◆ Extracted records:
────────
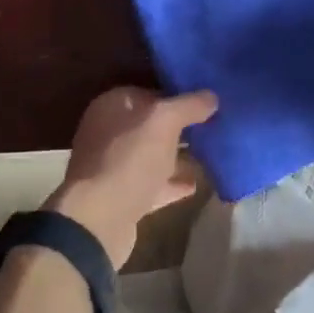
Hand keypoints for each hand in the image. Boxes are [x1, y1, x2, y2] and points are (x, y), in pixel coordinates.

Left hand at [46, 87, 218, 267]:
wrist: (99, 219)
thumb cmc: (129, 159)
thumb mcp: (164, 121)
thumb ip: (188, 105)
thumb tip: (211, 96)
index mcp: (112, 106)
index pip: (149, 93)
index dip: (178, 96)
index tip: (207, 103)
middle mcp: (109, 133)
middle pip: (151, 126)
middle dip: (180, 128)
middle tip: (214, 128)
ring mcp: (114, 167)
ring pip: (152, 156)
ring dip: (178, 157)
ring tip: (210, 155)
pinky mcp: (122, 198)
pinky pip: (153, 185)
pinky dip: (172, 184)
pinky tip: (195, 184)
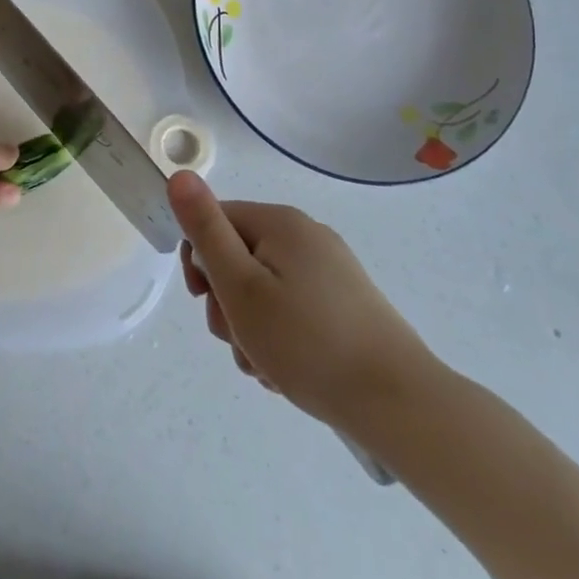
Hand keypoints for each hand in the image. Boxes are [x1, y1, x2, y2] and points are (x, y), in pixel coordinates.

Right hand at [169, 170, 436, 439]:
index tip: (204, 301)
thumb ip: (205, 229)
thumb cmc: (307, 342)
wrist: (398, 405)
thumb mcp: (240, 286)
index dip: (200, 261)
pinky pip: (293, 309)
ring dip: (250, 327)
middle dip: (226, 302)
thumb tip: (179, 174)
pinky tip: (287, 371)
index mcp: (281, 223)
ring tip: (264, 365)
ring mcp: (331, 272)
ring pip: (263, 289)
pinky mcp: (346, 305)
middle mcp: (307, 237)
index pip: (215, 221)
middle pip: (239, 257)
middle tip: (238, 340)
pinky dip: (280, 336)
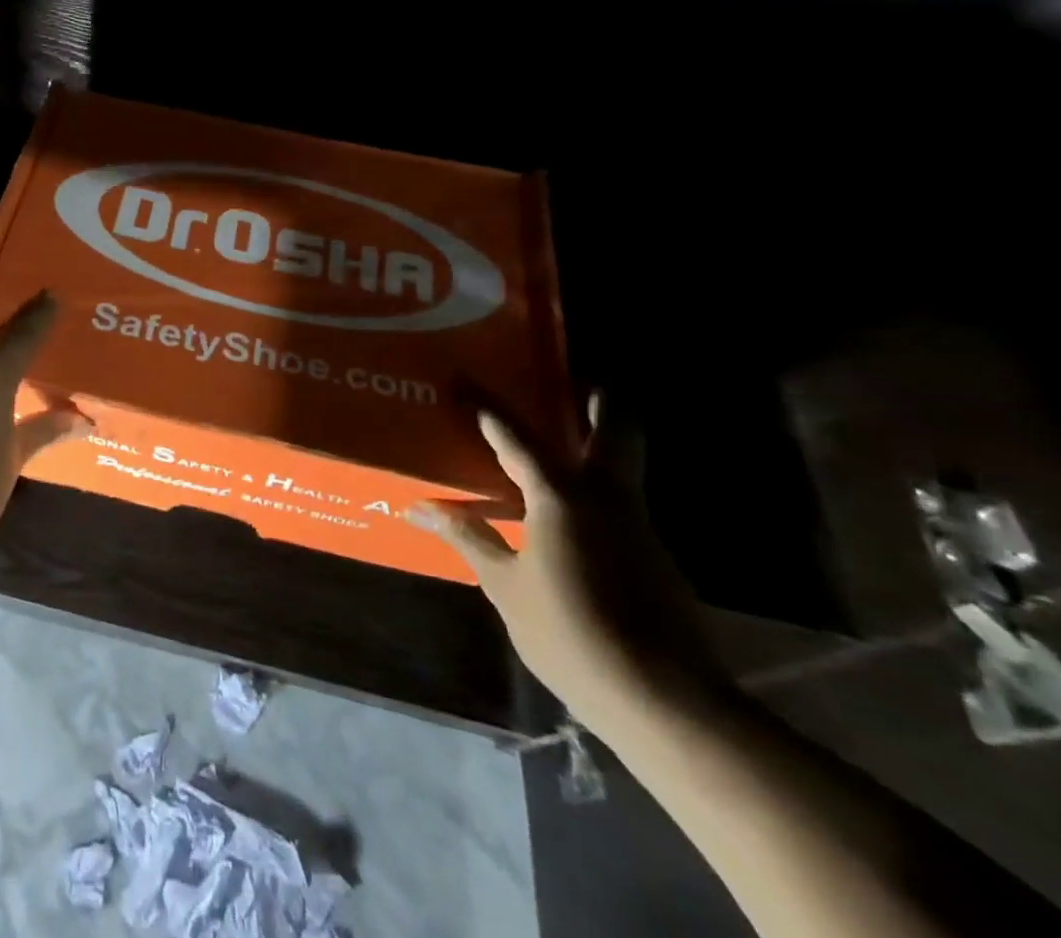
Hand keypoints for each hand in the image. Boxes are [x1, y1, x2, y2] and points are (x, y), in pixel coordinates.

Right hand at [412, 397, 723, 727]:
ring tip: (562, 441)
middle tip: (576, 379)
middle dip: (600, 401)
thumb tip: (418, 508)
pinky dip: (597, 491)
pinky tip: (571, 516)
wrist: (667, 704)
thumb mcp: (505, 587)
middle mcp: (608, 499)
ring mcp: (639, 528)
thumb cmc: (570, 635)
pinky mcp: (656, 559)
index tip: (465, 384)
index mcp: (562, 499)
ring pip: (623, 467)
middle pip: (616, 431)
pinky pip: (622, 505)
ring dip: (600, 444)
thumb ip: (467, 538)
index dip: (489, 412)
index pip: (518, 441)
────────
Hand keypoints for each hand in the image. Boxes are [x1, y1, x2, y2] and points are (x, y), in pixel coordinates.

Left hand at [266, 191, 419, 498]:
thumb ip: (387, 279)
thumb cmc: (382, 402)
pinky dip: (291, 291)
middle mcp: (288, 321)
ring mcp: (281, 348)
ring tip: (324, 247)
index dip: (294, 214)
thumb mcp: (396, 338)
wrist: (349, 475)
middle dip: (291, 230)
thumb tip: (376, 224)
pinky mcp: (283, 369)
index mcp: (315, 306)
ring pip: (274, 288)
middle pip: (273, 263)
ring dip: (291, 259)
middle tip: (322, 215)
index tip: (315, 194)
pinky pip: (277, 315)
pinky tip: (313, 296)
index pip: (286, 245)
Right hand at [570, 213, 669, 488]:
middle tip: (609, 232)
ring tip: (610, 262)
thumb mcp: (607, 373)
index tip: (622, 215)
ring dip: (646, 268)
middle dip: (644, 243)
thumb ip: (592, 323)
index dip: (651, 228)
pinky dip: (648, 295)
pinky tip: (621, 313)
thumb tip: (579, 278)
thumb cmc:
────────
◆ Work request: In the entries above, find the line containing "index mcp: (281, 223)" and the line containing "index pip: (518, 441)"; give again exactly those two lines and every line between them, minus the pictures.

◆ Solution for this problem:
index mcp: (281, 223)
ring tip: (264, 365)
ring mcp: (331, 272)
ring pip: (263, 289)
pinky mcp: (346, 305)
middle mcp: (307, 237)
index pip: (215, 221)
middle pip: (239, 257)
middle tip: (238, 340)
pinky dip: (280, 336)
Hand keypoints for each hand in the image. Boxes are [x1, y1, x2, y2] and points are (x, y), in pixel coordinates.

Right hand at [412, 397, 723, 727]:
ring tip: (562, 441)
middle tip: (576, 379)
middle dip: (600, 401)
thumb tip: (418, 508)
pinky dip: (597, 491)
pinky tip: (571, 516)
wrist: (667, 704)
thumb mcp: (505, 587)
middle mcp: (608, 499)
ring mcp: (639, 528)
thumb cmc: (570, 635)
pinky mcp: (656, 559)
index tip: (465, 384)
index mcp: (562, 499)
ring pip: (623, 467)
middle pip: (616, 431)
pinky pip: (622, 505)
ring dip: (600, 444)
thumb ip: (467, 538)
index dip: (489, 412)
index pip: (518, 441)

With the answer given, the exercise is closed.